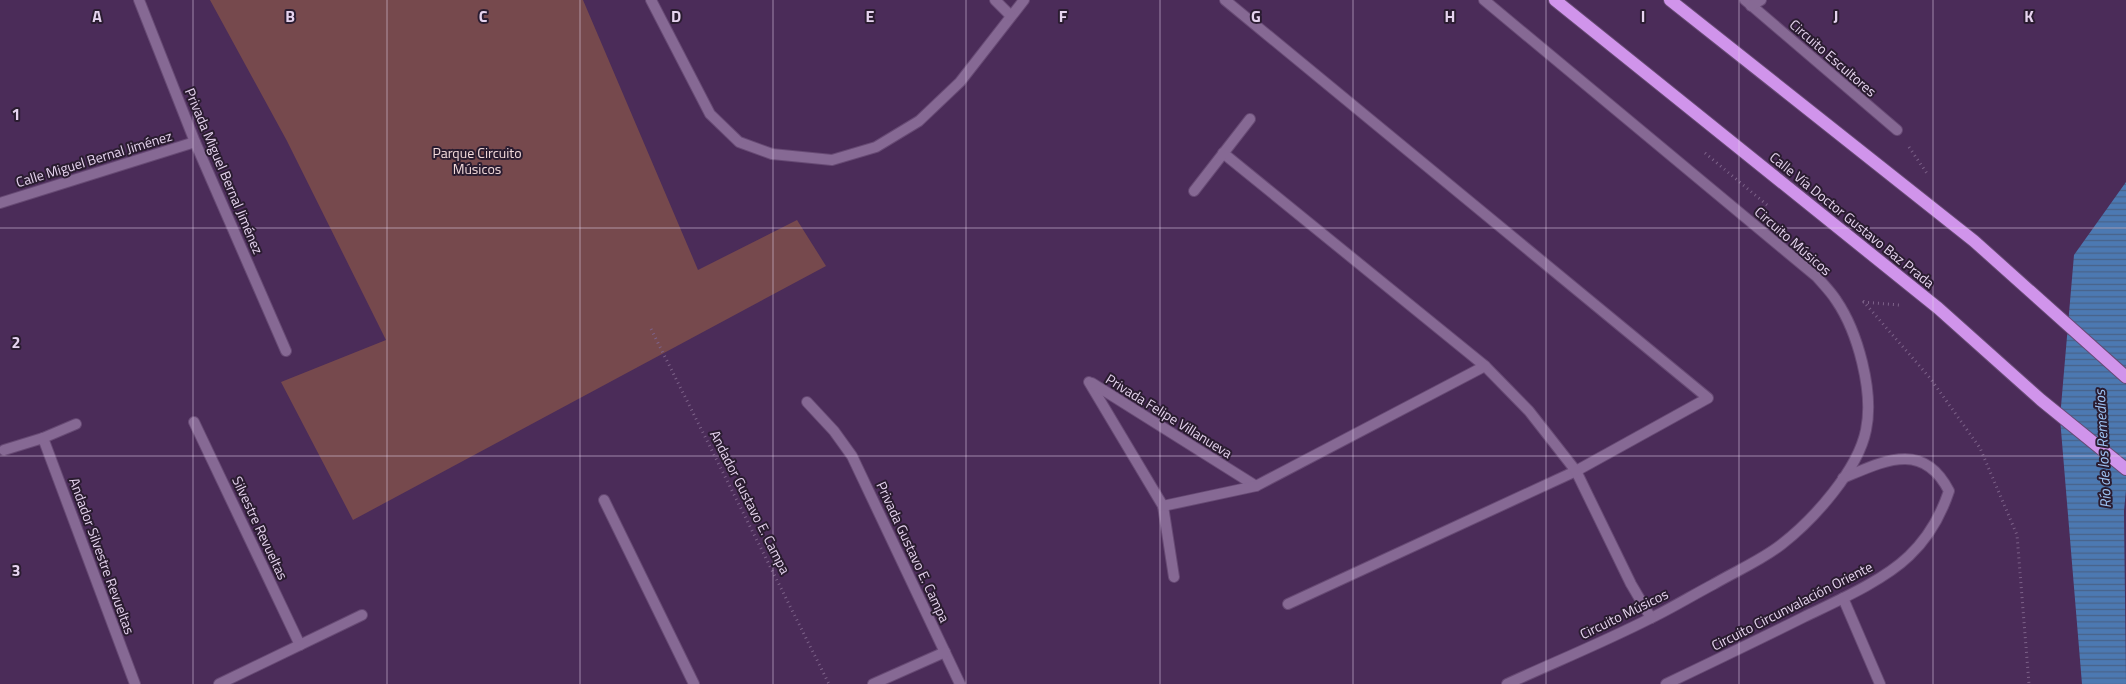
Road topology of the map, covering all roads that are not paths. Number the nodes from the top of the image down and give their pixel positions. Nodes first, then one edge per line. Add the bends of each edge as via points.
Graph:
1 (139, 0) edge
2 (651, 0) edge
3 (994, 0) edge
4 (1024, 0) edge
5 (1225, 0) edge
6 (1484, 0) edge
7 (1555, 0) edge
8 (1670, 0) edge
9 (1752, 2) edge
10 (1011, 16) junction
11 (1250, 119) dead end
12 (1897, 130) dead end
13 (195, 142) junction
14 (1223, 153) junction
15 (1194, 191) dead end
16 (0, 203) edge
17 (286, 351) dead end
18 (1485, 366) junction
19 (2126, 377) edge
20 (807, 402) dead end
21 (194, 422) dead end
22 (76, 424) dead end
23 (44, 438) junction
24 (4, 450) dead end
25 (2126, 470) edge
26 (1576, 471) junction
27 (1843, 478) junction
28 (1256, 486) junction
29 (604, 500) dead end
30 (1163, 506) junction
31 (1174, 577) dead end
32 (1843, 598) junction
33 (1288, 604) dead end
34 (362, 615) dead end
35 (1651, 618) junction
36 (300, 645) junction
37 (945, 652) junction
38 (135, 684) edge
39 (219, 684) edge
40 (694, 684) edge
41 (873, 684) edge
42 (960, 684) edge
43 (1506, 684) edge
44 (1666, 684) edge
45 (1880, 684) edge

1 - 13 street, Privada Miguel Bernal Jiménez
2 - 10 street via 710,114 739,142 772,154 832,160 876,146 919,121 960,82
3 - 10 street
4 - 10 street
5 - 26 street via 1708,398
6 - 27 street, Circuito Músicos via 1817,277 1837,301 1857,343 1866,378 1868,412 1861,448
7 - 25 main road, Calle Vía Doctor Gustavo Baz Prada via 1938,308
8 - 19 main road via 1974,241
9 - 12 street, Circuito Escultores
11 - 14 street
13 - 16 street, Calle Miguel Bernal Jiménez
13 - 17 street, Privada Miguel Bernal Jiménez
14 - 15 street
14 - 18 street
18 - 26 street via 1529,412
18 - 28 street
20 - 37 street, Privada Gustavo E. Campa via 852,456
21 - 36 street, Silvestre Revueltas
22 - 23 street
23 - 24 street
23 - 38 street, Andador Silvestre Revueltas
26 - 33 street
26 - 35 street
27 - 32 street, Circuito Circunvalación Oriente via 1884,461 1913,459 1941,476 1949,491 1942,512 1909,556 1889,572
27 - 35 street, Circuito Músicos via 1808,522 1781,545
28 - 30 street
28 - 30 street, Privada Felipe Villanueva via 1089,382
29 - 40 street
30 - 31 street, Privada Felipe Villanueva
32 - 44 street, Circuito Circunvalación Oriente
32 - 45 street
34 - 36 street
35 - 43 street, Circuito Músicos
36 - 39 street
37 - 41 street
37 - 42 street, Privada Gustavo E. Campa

☆ ☆ ☆

The whole listing above, minus its pictures, is what you should write out word for word.

Result below -
Road topology of the map, covering all roads that are not paths. Number the nodes from the top of the image down and give their pixel positions. Nodes first, then one edge per line. Add the bends of each edge as via points.
Graph:
1 (139, 0) edge
2 (651, 0) edge
3 (994, 0) edge
4 (1024, 0) edge
5 (1225, 0) edge
6 (1484, 0) edge
7 (1555, 0) edge
8 (1670, 0) edge
9 (1752, 2) edge
10 (1011, 16) junction
11 (1250, 119) dead end
12 (1897, 130) dead end
13 (195, 142) junction
14 (1223, 153) junction
15 (1194, 191) dead end
16 (0, 203) edge
17 (286, 351) dead end
18 (1485, 366) junction
19 (2126, 377) edge
20 (807, 402) dead end
21 (194, 422) dead end
22 (76, 424) dead end
23 (44, 438) junction
24 (4, 450) dead end
25 (2126, 470) edge
26 (1576, 471) junction
27 (1843, 478) junction
28 (1256, 486) junction
29 (604, 500) dead end
30 (1163, 506) junction
31 (1174, 577) dead end
32 (1843, 598) junction
33 (1288, 604) dead end
34 (362, 615) dead end
35 (1651, 618) junction
36 (300, 645) junction
37 (945, 652) junction
38 (135, 684) edge
39 (219, 684) edge
40 (694, 684) edge
41 (873, 684) edge
42 (960, 684) edge
43 (1506, 684) edge
44 (1666, 684) edge
45 (1880, 684) edge

1 - 13 street, Privada Miguel Bernal Jiménez
2 - 10 street via 710,114 739,142 772,154 832,160 876,146 919,121 960,82
3 - 10 street
4 - 10 street
5 - 26 street via 1708,398
6 - 27 street, Circuito Músicos via 1817,277 1837,301 1857,343 1866,378 1868,412 1861,448
7 - 25 main road, Calle Vía Doctor Gustavo Baz Prada via 1938,308
8 - 19 main road via 1974,241
9 - 12 street, Circuito Escultores
11 - 14 street
13 - 16 street, Calle Miguel Bernal Jiménez
13 - 17 street, Privada Miguel Bernal Jiménez
14 - 15 street
14 - 18 street
18 - 26 street via 1529,412
18 - 28 street
20 - 37 street, Privada Gustavo E. Campa via 852,456
21 - 36 street, Silvestre Revueltas
22 - 23 street
23 - 24 street
23 - 38 street, Andador Silvestre Revueltas
26 - 33 street
26 - 35 street
27 - 32 street, Circuito Circunvalación Oriente via 1884,461 1913,459 1941,476 1949,491 1942,512 1909,556 1889,572
27 - 35 street, Circuito Músicos via 1808,522 1781,545
28 - 30 street
28 - 30 street, Privada Felipe Villanueva via 1089,382
29 - 40 street
30 - 31 street, Privada Felipe Villanueva
32 - 44 street, Circuito Circunvalación Oriente
32 - 45 street
34 - 36 street
35 - 43 street, Circuito Músicos
36 - 39 street
37 - 41 street
37 - 42 street, Privada Gustavo E. Campa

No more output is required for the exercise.